START DATASET RECORDS

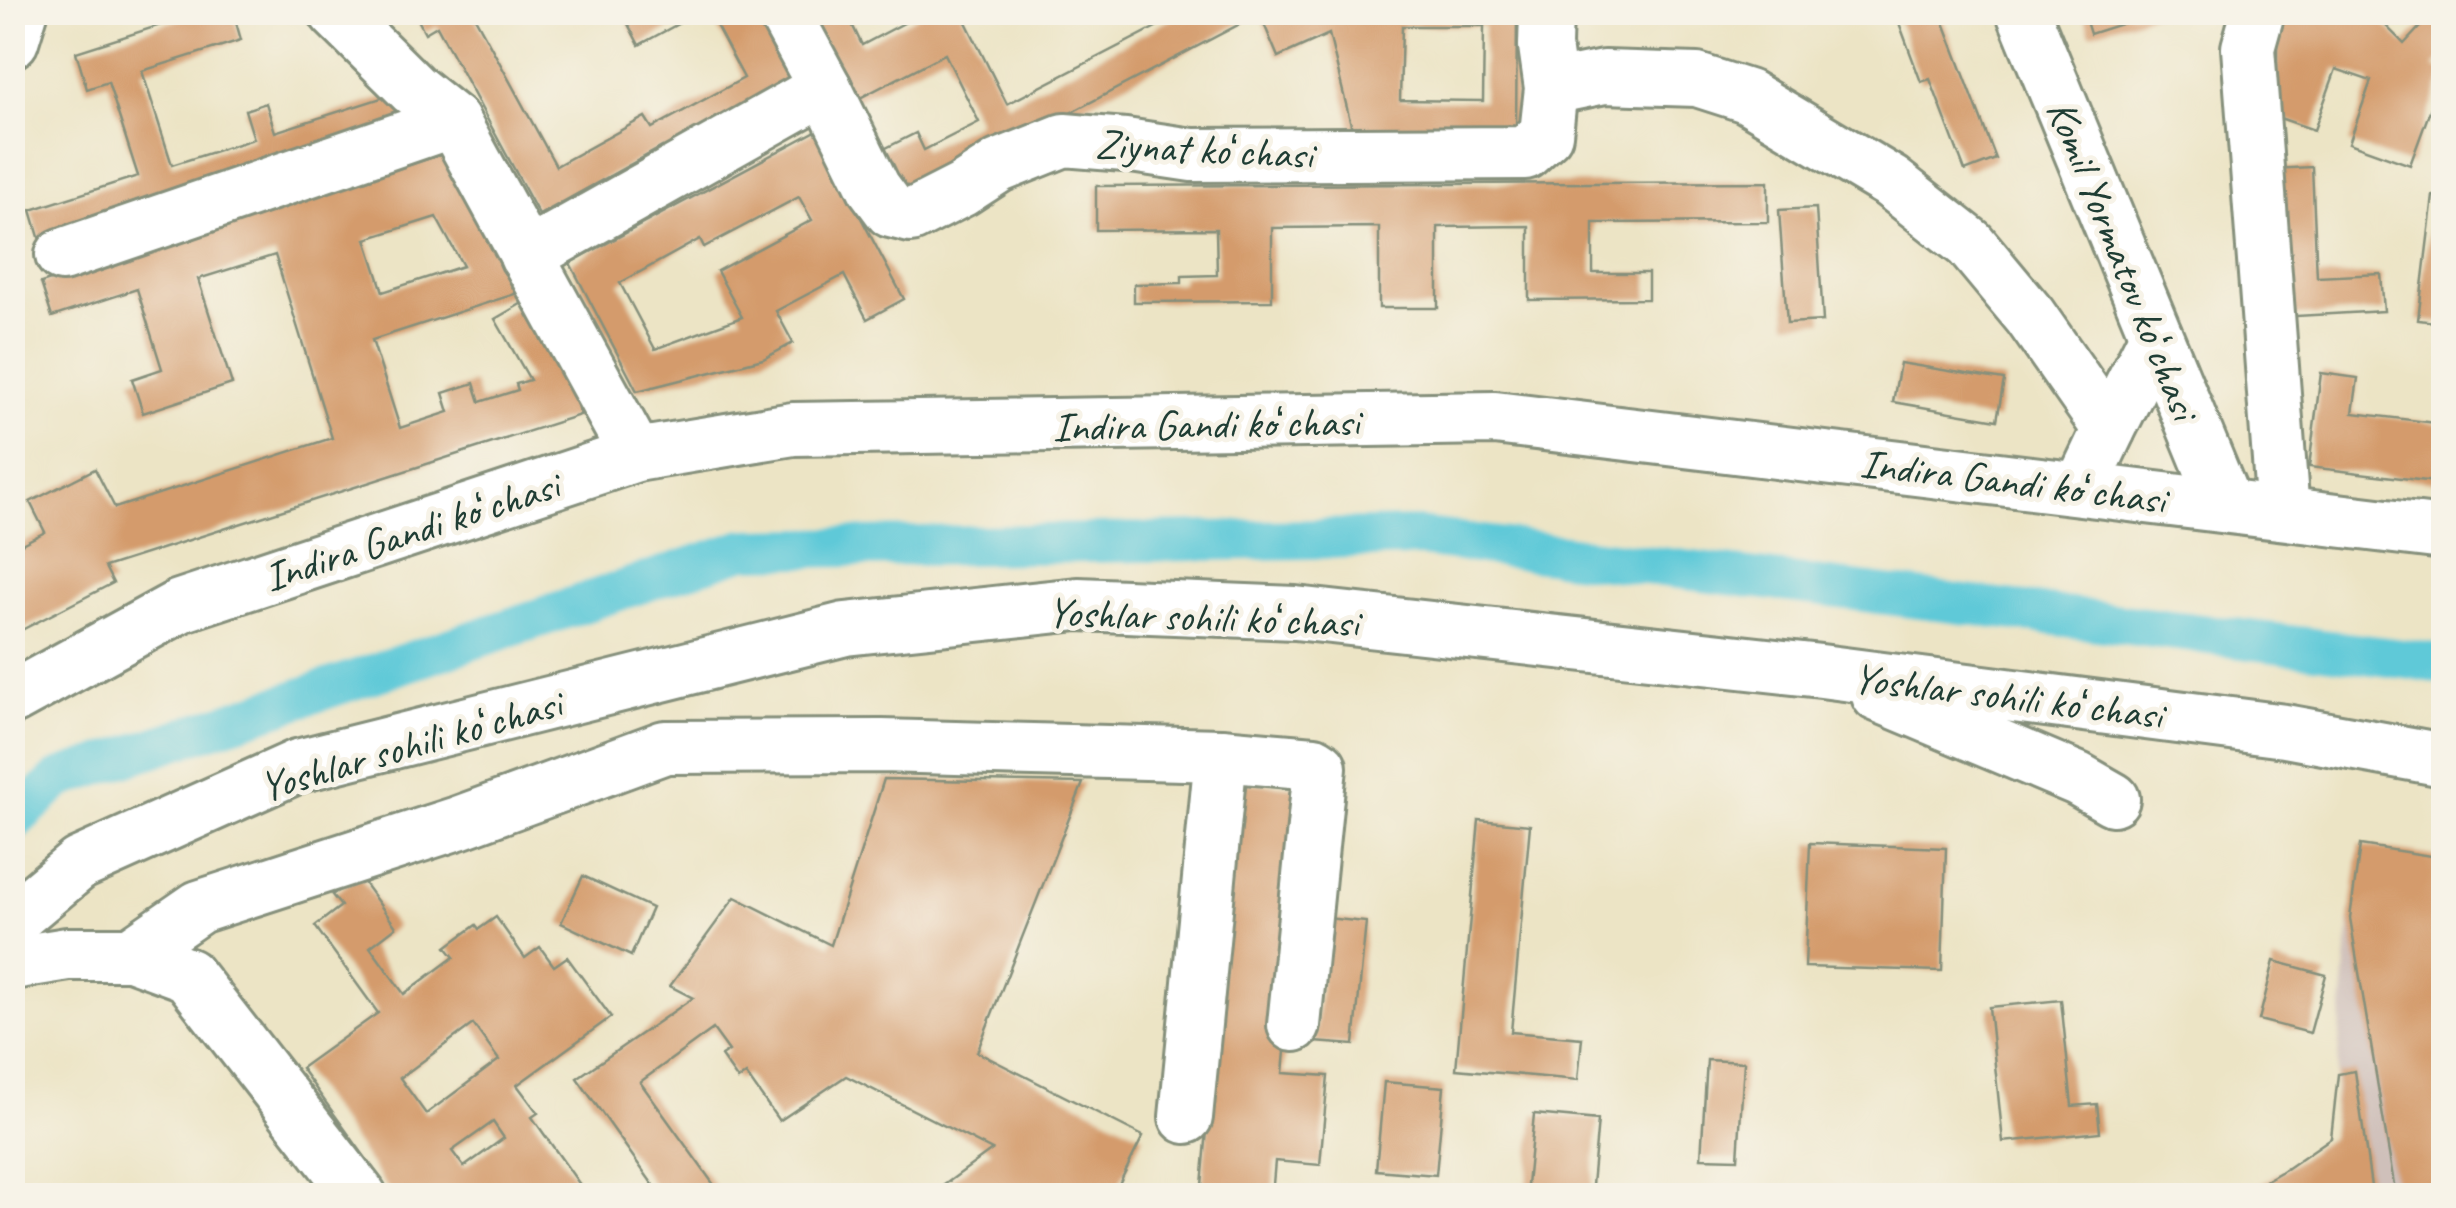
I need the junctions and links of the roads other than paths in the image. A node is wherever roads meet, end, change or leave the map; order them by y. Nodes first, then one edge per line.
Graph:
1 (21, 12) edge
2 (336, 12) edge
3 (379, 12) edge
4 (784, 12) edge
5 (1546, 12) edge
6 (2023, 12) edge
7 (2258, 12) edge
8 (13, 38) edge
9 (825, 88) junction
10 (1551, 88) junction
11 (412, 89) junction
12 (452, 122) junction
13 (62, 255) dead end
14 (526, 256) junction
15 (2156, 336) junction
16 (2108, 429) junction
17 (636, 455) junction
18 (2081, 488) junction
19 (2226, 506) junction
20 (2283, 513) junction
21 (2444, 533) edge
22 (1821, 671) junction
23 (12, 698) edge
24 (1221, 756) junction
25 (2444, 760) edge
26 (2113, 798) dead end
27 (12, 920) edge
28 (132, 954) junction
29 (12, 963) edge
30 (1294, 1025) dead end
31 (1186, 1116) dead end
32 (360, 1196) edge

1 - 8 street
2 - 11 street
3 - 11 street
4 - 9 street, Ziynat koʻchasi
5 - 10 street, Ziynat koʻchasi
6 - 15 street, Komil Yormatov koʻchasi
7 - 20 street
9 - 10 street, Ziynat koʻchasi
9 - 14 street
10 - 16 street
11 - 12 street
12 - 13 street
12 - 14 street
14 - 17 street
15 - 16 street
15 - 19 street, Komil Yormatov koʻchasi
16 - 18 street
17 - 18 street, Indira Gandi koʻchasi
17 - 23 street, Indira Gandi koʻchasi
18 - 19 street, Indira Gandi koʻchasi
19 - 20 street, Indira Gandi koʻchasi
20 - 21 street, Indira Gandi koʻchasi
22 - 25 street, Yoshlar sohili koʻchasi
22 - 26 street
22 - 27 street, Yoshlar sohili koʻchasi
24 - 28 street
24 - 30 street
24 - 31 street
28 - 29 street
28 - 32 street

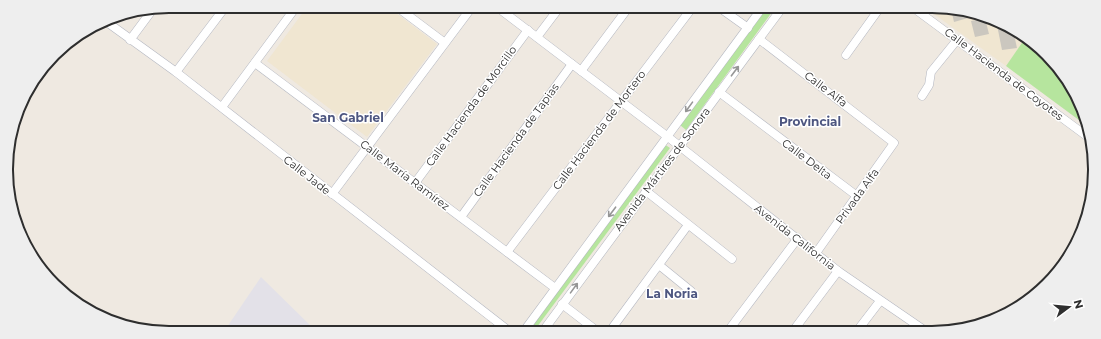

END DATASET RECORDS

Each entry above must be printed exactly, apart from its pictures.

### COMPLETED EXERCISE
I need the junctions and links of the roads other than paths in the image. A node is wherever roads meet, end, change or leave the map; order them by y. Nodes first, then one edge per line.
Graph:
1 (21, 12) edge
2 (336, 12) edge
3 (379, 12) edge
4 (784, 12) edge
5 (1546, 12) edge
6 (2023, 12) edge
7 (2258, 12) edge
8 (13, 38) edge
9 (825, 88) junction
10 (1551, 88) junction
11 (412, 89) junction
12 (452, 122) junction
13 (62, 255) dead end
14 (526, 256) junction
15 (2156, 336) junction
16 (2108, 429) junction
17 (636, 455) junction
18 (2081, 488) junction
19 (2226, 506) junction
20 (2283, 513) junction
21 (2444, 533) edge
22 (1821, 671) junction
23 (12, 698) edge
24 (1221, 756) junction
25 (2444, 760) edge
26 (2113, 798) dead end
27 (12, 920) edge
28 (132, 954) junction
29 (12, 963) edge
30 (1294, 1025) dead end
31 (1186, 1116) dead end
32 (360, 1196) edge

1 - 8 street
2 - 11 street
3 - 11 street
4 - 9 street, Ziynat koʻchasi
5 - 10 street, Ziynat koʻchasi
6 - 15 street, Komil Yormatov koʻchasi
7 - 20 street
9 - 10 street, Ziynat koʻchasi
9 - 14 street
10 - 16 street
11 - 12 street
12 - 13 street
12 - 14 street
14 - 17 street
15 - 16 street
15 - 19 street, Komil Yormatov koʻchasi
16 - 18 street
17 - 18 street, Indira Gandi koʻchasi
17 - 23 street, Indira Gandi koʻchasi
18 - 19 street, Indira Gandi koʻchasi
19 - 20 street, Indira Gandi koʻchasi
20 - 21 street, Indira Gandi koʻchasi
22 - 25 street, Yoshlar sohili koʻchasi
22 - 26 street
22 - 27 street, Yoshlar sohili koʻchasi
24 - 28 street
24 - 30 street
24 - 31 street
28 - 29 street
28 - 32 street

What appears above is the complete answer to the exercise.